*** Block opens ***

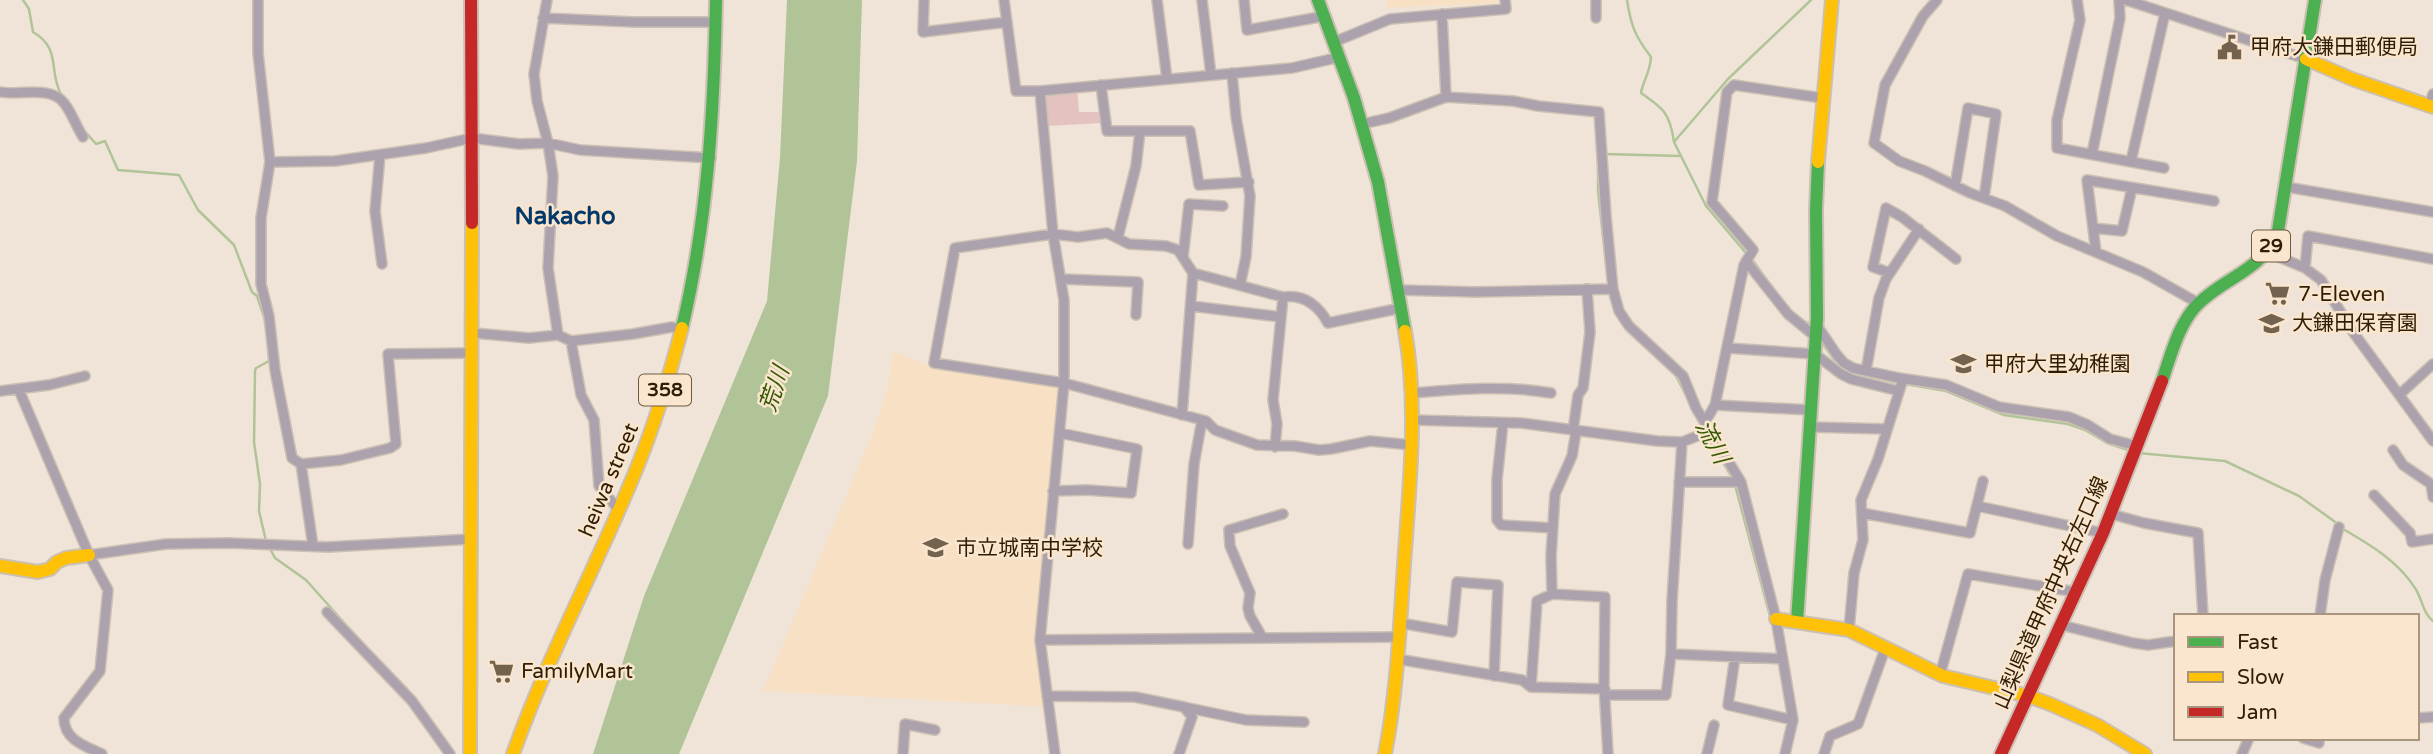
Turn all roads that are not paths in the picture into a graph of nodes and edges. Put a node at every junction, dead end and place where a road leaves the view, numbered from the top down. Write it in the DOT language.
graph roads {
  1 [pos="258,0"];
  2 [pos="471,0"];
  3 [pos="547,0"];
  4 [pos="716,0"];
  5 [pos="924,0"];
  6 [pos="1004,0"];
  7 [pos="1157,0"];
  8 [pos="1202,0"];
  9 [pos="1244,0"];
  10 [pos="1318,0"];
  11 [pos="1505,0"];
  12 [pos="1596,0"];
  13 [pos="1832,0"];
  14 [pos="1937,0"];
  15 [pos="2077,0"];
  16 [pos="2119,0"];
  17 [pos="2126,0"];
  18 [pos="2315,0"];
  19 [pos="2165,13"];
  20 [pos="1442,14"];
  21 [pos="1325,16"];
  22 [pos="543,18"];
  23 [pos="1596,18"];
  24 [pos="715,22"];
  25 [pos="1007,22"];
  26 [pos="1334,42"];
  27 [pos="1340,57"];
  28 [pos="2306,59"];
  29 [pos="1232,73"];
  30 [pos="1211,75"];
  31 [pos="1167,79"];
  32 [pos="1101,85"];
  33 [pos="1040,91"];
  34 [pos="0,92"];
  35 [pos="1447,97"];
  36 [pos="1822,97"];
  37 [pos="2432,102"];
  38 [pos="1362,124"];
  39 [pos="1140,131"];
  40 [pos="83,137"];
  41 [pos="472,138"];
  42 [pos="548,143"];
  43 [pos="2092,154"];
  44 [pos="380,155"];
  45 [pos="710,158"];
  46 [pos="2131,161"];
  47 [pos="270,162"];
  48 [pos="2164,168"];
  49 [pos="1248,182"];
  50 [pos="1955,186"];
  51 [pos="2286,187"];
  52 [pos="2133,188"];
  53 [pos="1984,198"];
  54 [pos="2214,201"];
  55 [pos="1223,206"];
  56 [pos="2433,212"];
  57 [pos="2093,228"];
  58 [pos="1919,229"];
  59 [pos="1053,234"];
  60 [pos="1118,237"];
  61 [pos="2096,252"];
  62 [pos="2267,252"];
  63 [pos="1183,257"];
  64 [pos="1956,259"];
  65 [pos="2433,259"];
  66 [pos="1746,261"];
  67 [pos="382,264"];
  68 [pos="2305,268"];
  69 [pos="1194,273"];
  70 [pos="1890,274"];
  71 [pos="1060,279"];
  72 [pos="1240,285"];
  73 [pos="1587,289"];
  74 [pos="1613,289"];
  75 [pos="1398,290"];
  76 [pos="1283,297"];
  77 [pos="2198,303"];
  78 [pos="1191,306"];
  79 [pos="1401,308"];
  80 [pos="1136,314"];
  81 [pos="1281,317"];
  82 [pos="682,330"];
  83 [pos="1816,331"];
  84 [pos="473,333"];
  85 [pos="558,335"];
  86 [pos="571,341"];
  87 [pos="1727,348"];
  88 [pos="473,353"];
  89 [pos="1815,354"];
  90 [pos="2433,364"];
  91 [pos="1866,371"];
  92 [pos="85,376"];
  93 [pos="1902,379"];
  94 [pos="1064,383"];
  95 [pos="19,390"];
  96 [pos="1899,390"];
  97 [pos="0,391"];
  98 [pos="1413,393"];
  99 [pos="1551,393"];
  100 [pos="2399,395"];
  101 [pos="1715,405"];
  102 [pos="1811,410"];
  103 [pos="1182,415"];
  104 [pos="1202,420"];
  105 [pos="1413,420"];
  106 [pos="1704,422"];
  107 [pos="1503,423"];
  108 [pos="1810,427"];
  109 [pos="1887,429"];
  110 [pos="1574,431"];
  111 [pos="1710,431"];
  112 [pos="1059,433"];
  113 [pos="2433,441"];
  114 [pos="1682,442"];
  115 [pos="1412,445"];
  116 [pos="1275,447"];
  117 [pos="2135,450"];
  118 [pos="2393,450"];
  119 [pos="301,464"];
  120 [pos="1983,481"];
  121 [pos="1679,482"];
  122 [pos="1741,482"];
  123 [pos="1053,491"];
  124 [pos="2374,495"];
  125 [pos="2433,497"];
  126 [pos="1977,506"];
  127 [pos="618,509"];
  128 [pos="1862,513"];
  129 [pos="1283,514"];
  130 [pos="2111,514"];
  131 [pos="2339,527"];
  132 [pos="1553,528"];
  133 [pos="2103,533"];
  134 [pos="472,539"];
  135 [pos="2433,539"];
  136 [pos="1188,544"];
  137 [pos="313,546"];
  138 [pos="89,555"];
  139 [pos="0,566"];
  140 [pos="2076,592"];
  141 [pos="1552,594"];
  142 [pos="327,612"];
  143 [pos="2203,614"];
  144 [pos="2320,614"];
  145 [pos="1776,619"];
  146 [pos="1400,622"];
  147 [pos="1797,622"];
  148 [pos="2061,625"];
  149 [pos="1849,630"];
  150 [pos="1262,637"];
  151 [pos="1399,638"];
  152 [pos="1040,640"];
  153 [pos="2174,641"];
  154 [pos="1885,649"];
  155 [pos="1671,654"];
  156 [pos="1735,657"];
  157 [pos="1397,659"];
  158 [pos="1783,659"];
  159 [pos="1940,675"];
  160 [pos="1494,676"];
  161 [pos="1531,687"];
  162 [pos="1605,692"];
  163 [pos="1047,696"];
  164 [pos="2028,696"];
  165 [pos="1184,707"];
  166 [pos="1793,720"];
  167 [pos="1304,722"];
  168 [pos="1714,725"];
  169 [pos="935,730"];
  170 [pos="102,754"];
  171 [pos="450,754"];
  172 [pos="470,754"];
  173 [pos="513,754"];
  174 [pos="903,754"];
  175 [pos="1055,754"];
  176 [pos="1179,754"];
  177 [pos="1385,754"];
  178 [pos="1608,754"];
  179 [pos="1707,754"];
  180 [pos="1786,754"];
  181 [pos="1825,754"];
  182 [pos="2001,754"];
  183 [pos="2145,754"];
  1 -- 47 [label="street"];
  2 -- 41 [label="main road"];
  3 -- 22 [label="street"];
  4 -- 24 [label="main road, heiwa street / 358"];
  5 -- 25 [label="street"];
  6 -- 25 [label="street"];
  7 -- 31 [label="street"];
  8 -- 30 [label="street"];
  9 -- 21 [label="street"];
  10 -- 21 [label="main road"];
  11 -- 20 [label="street"];
  12 -- 23 [label="street"];
  13 -- 36 [label="main road"];
  14 -- 50 [label="street"];
  15 -- 43 [label="street"];
  16 -- 43 [label="street"];
  17 -- 19 [label="street"];
  18 -- 28 [label="main road, 29"];
  19 -- 28 [label="street"];
  19 -- 46 [label="street"];
  20 -- 26 [label="street"];
  20 -- 35 [label="street"];
  21 -- 26 [label="main road"];
  22 -- 24 [label="street"];
  22 -- 42 [label="street"];
  24 -- 45 [label="main road, heiwa street / 358"];
  25 -- 33 [label="street"];
  26 -- 27 [label="main road"];
  27 -- 29 [label="street"];
  27 -- 38 [label="main road"];
  28 -- 37 [label="main road"];
  28 -- 51 [label="main road, 29"];
  29 -- 30 [label="street"];
  29 -- 49 [label="street"];
  30 -- 31 [label="street"];
  31 -- 32 [label="street"];
  32 -- 33 [label="street"];
  32 -- 39 [label="street"];
  33 -- 59 [label="street"];
  34 -- 40 [label="street"];
  35 -- 38 [label="street"];
  35 -- 74 [label="street"];
  36 -- 66 [label="street"];
  36 -- 83 [label="main road"];
  38 -- 75 [label="main road"];
  39 -- 49 [label="street"];
  39 -- 60 [label="street"];
  41 -- 42 [label="street"];
  41 -- 44 [label="street"];
  41 -- 84 [label="main road"];
  42 -- 45 [label="street"];
  42 -- 85 [label="street"];
  43 -- 46 [label="street"];
  44 -- 47 [label="street"];
  44 -- 67 [label="street"];
  45 -- 82 [label="main road, heiwa street / 358"];
  46 -- 48 [label="street"];
  47 -- 119 [label="street"];
  49 -- 72 [label="street"];
  50 -- 53 [label="street"];
  50 -- 53 [label="street"];
  51 -- 56 [label="street"];
  51 -- 62 [label="main road, 29"];
  52 -- 54 [label="street"];
  52 -- 57 [label="street"];
  52 -- 57 [label="street"];
  53 -- 61 [label="street"];
  55 -- 63 [label="street"];
  57 -- 61 [label="street"];
  58 -- 64 [label="street"];
  58 -- 70 [label="street"];
  58 -- 70 [label="street"];
  59 -- 60 [label="street"];
  59 -- 71 [label="street"];
  59 -- 94 [label="street"];
  60 -- 63 [label="street"];
  61 -- 77 [label="street"];
  62 -- 68 [label="street"];
  62 -- 77 [label="main road, 29"];
  63 -- 69 [label="street"];
  65 -- 68 [label="street"];
  66 -- 83 [label="street"];
  66 -- 87 [label="street"];
  68 -- 100 [label="street"];
  69 -- 72 [label="street"];
  69 -- 78 [label="street"];
  70 -- 91 [label="street"];
  71 -- 80 [label="street"];
  71 -- 94 [label="street"];
  72 -- 76 [label="street"];
  73 -- 74 [label="street"];
  73 -- 75 [label="street"];
  73 -- 110 [label="street"];
  74 -- 106 [label="street"];
  75 -- 79 [label="main road"];
  76 -- 79 [label="street"];
  76 -- 81 [label="street"];
  77 -- 117 [label="main road, 29"];
  78 -- 81 [label="street"];
  78 -- 103 [label="street"];
  79 -- 98 [label="main road"];
  81 -- 116 [label="street"];
  82 -- 86 [label="street"];
  82 -- 127 [label="main road, heiwa street / 358"];
  83 -- 89 [label="main road"];
  83 -- 91 [label="street"];
  84 -- 85 [label="street"];
  84 -- 88 [label="main road"];
  85 -- 86 [label="street"];
  86 -- 127 [label="street"];
  87 -- 89 [label="street"];
  87 -- 101 [label="street"];
  88 -- 119 [label="street"];
  88 -- 134 [label="main road"];
  89 -- 96 [label="street"];
  89 -- 102 [label="main road"];
  90 -- 100 [label="street"];
  91 -- 93 [label="street"];
  92 -- 95 [label="street"];
  93 -- 96 [label="street"];
  93 -- 117 [label="street"];
  94 -- 103 [label="street"];
  94 -- 112 [label="street"];
  95 -- 97 [label="street"];
  95 -- 138 [label="street"];
  96 -- 109 [label="street"];
  98 -- 99 [label="street"];
  98 -- 105 [label="main road"];
  100 -- 113 [label="street"];
  101 -- 102 [label="street"];
  101 -- 106 [label="street"];
  102 -- 108 [label="main road"];
  103 -- 104 [label="street"];
  104 -- 116 [label="street"];
  104 -- 136 [label="street"];
  105 -- 107 [label="street"];
  105 -- 115 [label="main road"];
  106 -- 111 [label="street"];
  107 -- 110 [label="street"];
  107 -- 132 [label="street"];
  108 -- 109 [label="street"];
  108 -- 147 [label="main road"];
  109 -- 128 [label="street"];
  110 -- 114 [label="street"];
  110 -- 132 [label="street"];
  111 -- 114 [label="street"];
  111 -- 122 [label="street"];
  112 -- 123 [label="street"];
  112 -- 123 [label="street"];
  114 -- 121 [label="street"];
  115 -- 116 [label="street"];
  115 -- 146 [label="main road"];
  117 -- 130 [label="main road, 山梨県道甲府中央右左口線 / 29"];
  118 -- 125 [label="street"];
  119 -- 137 [label="street"];
  120 -- 126 [label="street"];
  121 -- 122 [label="street"];
  121 -- 155 [label="street"];
  122 -- 145 [label="street"];
  123 -- 152 [label="street"];
  124 -- 135 [label="street"];
  126 -- 128 [label="street"];
  126 -- 133 [label="street"];
  127 -- 173 [label="main road, heiwa street / 358"];
  128 -- 149 [label="street"];
  129 -- 150 [label="street"];
  130 -- 133 [label="main road, 山梨県道甲府中央右左口線 / 29"];
  130 -- 143 [label="street"];
  131 -- 144 [label="street"];
  132 -- 141 [label="street"];
  133 -- 140 [label="main road, 山梨県道甲府中央右左口線 / 29"];
  134 -- 137 [label="street"];
  134 -- 172 [label="main road"];
  137 -- 138 [label="street"];
  138 -- 139 [label="main road"];
  138 -- 170 [label="street"];
  140 -- 148 [label="main road, 山梨県道甲府中央右左口線 / 29"];
  140 -- 159 [label="street"];
  141 -- 161 [label="street"];
  141 -- 162 [label="street"];
  142 -- 171 [label="street"];
  145 -- 147 [label="main road"];
  145 -- 158 [label="street"];
  146 -- 151 [label="main road"];
  146 -- 160 [label="street"];
  147 -- 149 [label="main road"];
  148 -- 153 [label="street"];
  148 -- 164 [label="main road, 山梨県道甲府中央右左口線 / 29"];
  149 -- 154 [label="main road"];
  150 -- 151 [label="street"];
  150 -- 152 [label="street"];
  151 -- 157 [label="main road"];
  152 -- 163 [label="street"];
  154 -- 159 [label="main road"];
  154 -- 181 [label="street"];
  155 -- 156 [label="street"];
  155 -- 162 [label="street"];
  156 -- 158 [label="street"];
  156 -- 166 [label="street"];
  157 -- 160 [label="street"];
  157 -- 177 [label="main road"];
  158 -- 166 [label="street"];
  159 -- 164 [label="main road"];
  160 -- 161 [label="street"];
  161 -- 162 [label="street"];
  162 -- 178 [label="street"];
  163 -- 165 [label="street"];
  163 -- 175 [label="street"];
  164 -- 182 [label="main road, 山梨県道甲府中央右左口線 / 29"];
  164 -- 183 [label="main road"];
  165 -- 167 [label="street"];
  165 -- 176 [label="street"];
  166 -- 180 [label="street"];
  168 -- 179 [label="street"];
  169 -- 174 [label="street"];
}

*** Block closes ***

**YOUR GOAL:** Only lines of the data holding the word "roads" go in the answer. Please copy each of them.

**RESULT OF THIS EXERCISE:**
Turn all roads that are not paths in the picture into a graph of nodes and edges. Put a node at every junction, dead end and place where a road leaves the view, numbered from the top down. Write it in the DOT language.
graph roads {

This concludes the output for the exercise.